代码中使用了不变的样本进行训练,目的是为了和其他的初始化方法作比较,属于控制变量的方法。实际上不管采用怎样的模型输入,结果是一致的。
# coding=utf-8
# python3
import tensorflow as tf
from tensorflow.keras.datasets import mnist
import numpy as np
class DataPipeline():
def __init__(self):
(image_train, label_train), (image_test, label_test) = mnist.load_data()

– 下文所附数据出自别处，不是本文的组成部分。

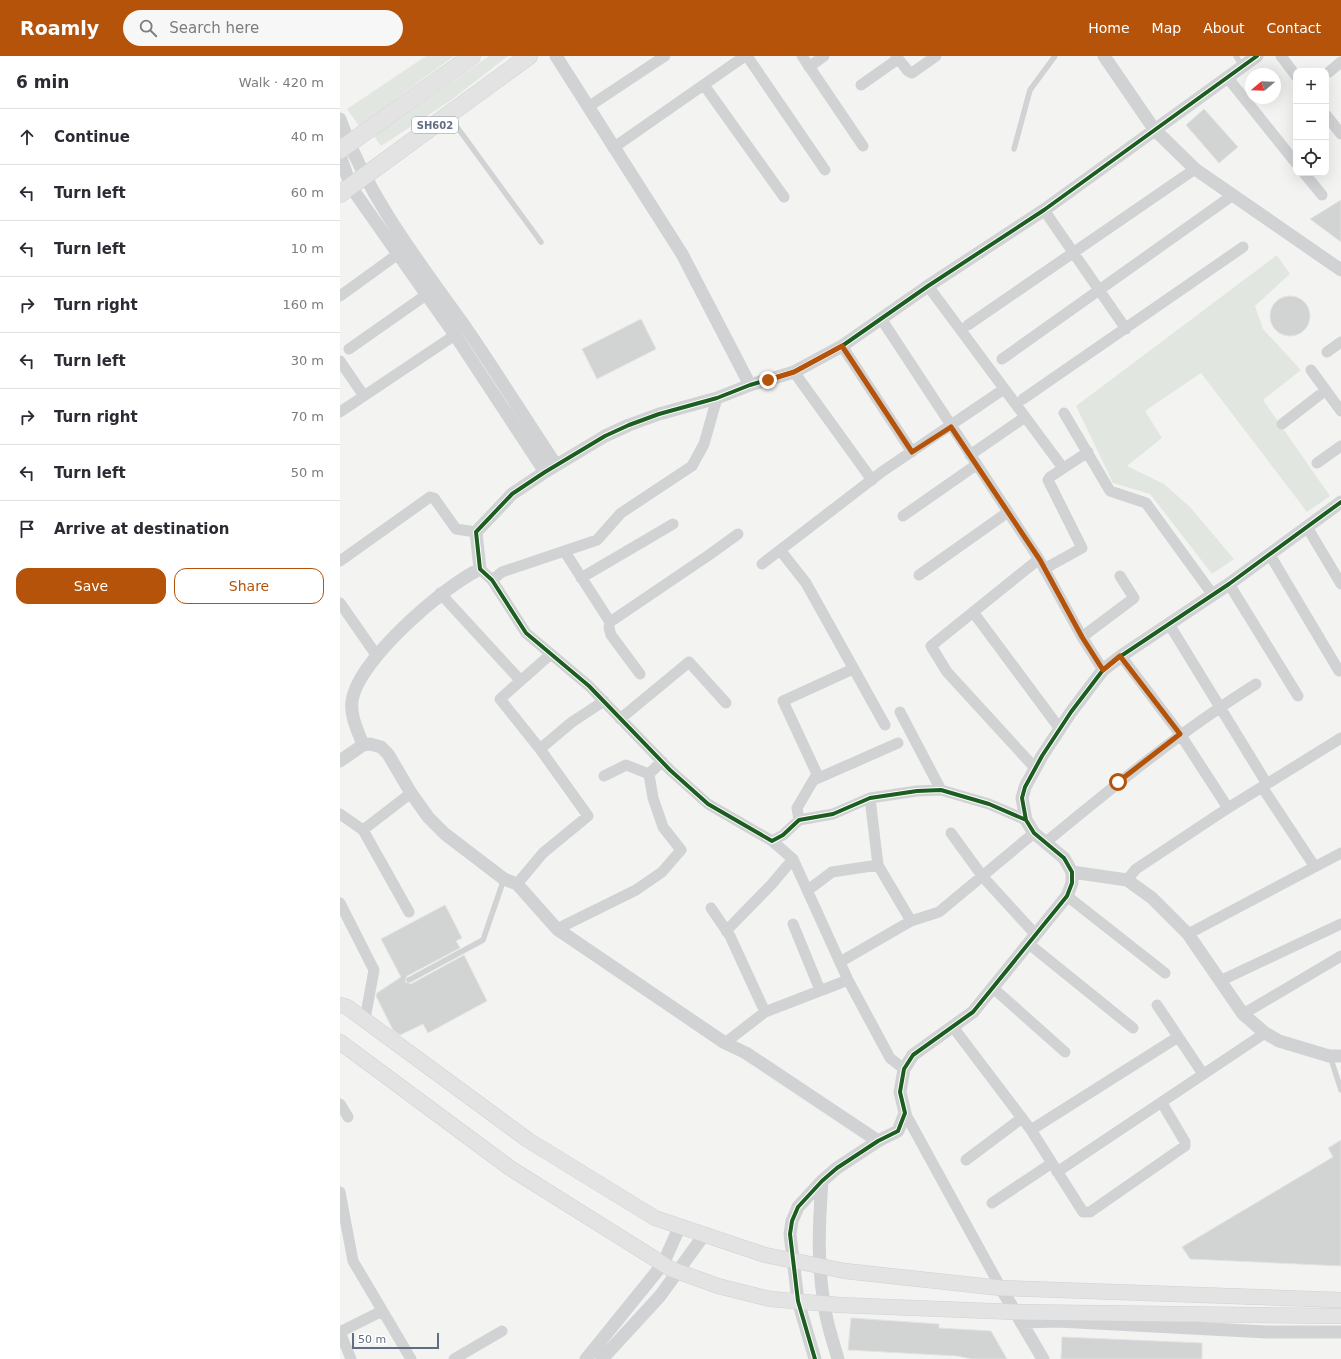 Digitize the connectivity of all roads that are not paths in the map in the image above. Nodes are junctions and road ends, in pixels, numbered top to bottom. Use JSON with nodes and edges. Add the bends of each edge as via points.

self.image_train = np.array(image_train)
self.image_test = np.array(image_test)
self.label_train = np.array(label_train)
self.label_test = np.array(label_test)
def next(self, n=1, tag="train"):
if tag == 'train':
length = len(self.image_train)
index = np.random.choice(np.arange(length), n)
images = self.image_train[index]
labels = self.label_train[index]
return np.reshape(images, [n, -1]), labels
if tag == 'test':
length = len(self.image_test)
index = np.random.choice(np.arange(length), n)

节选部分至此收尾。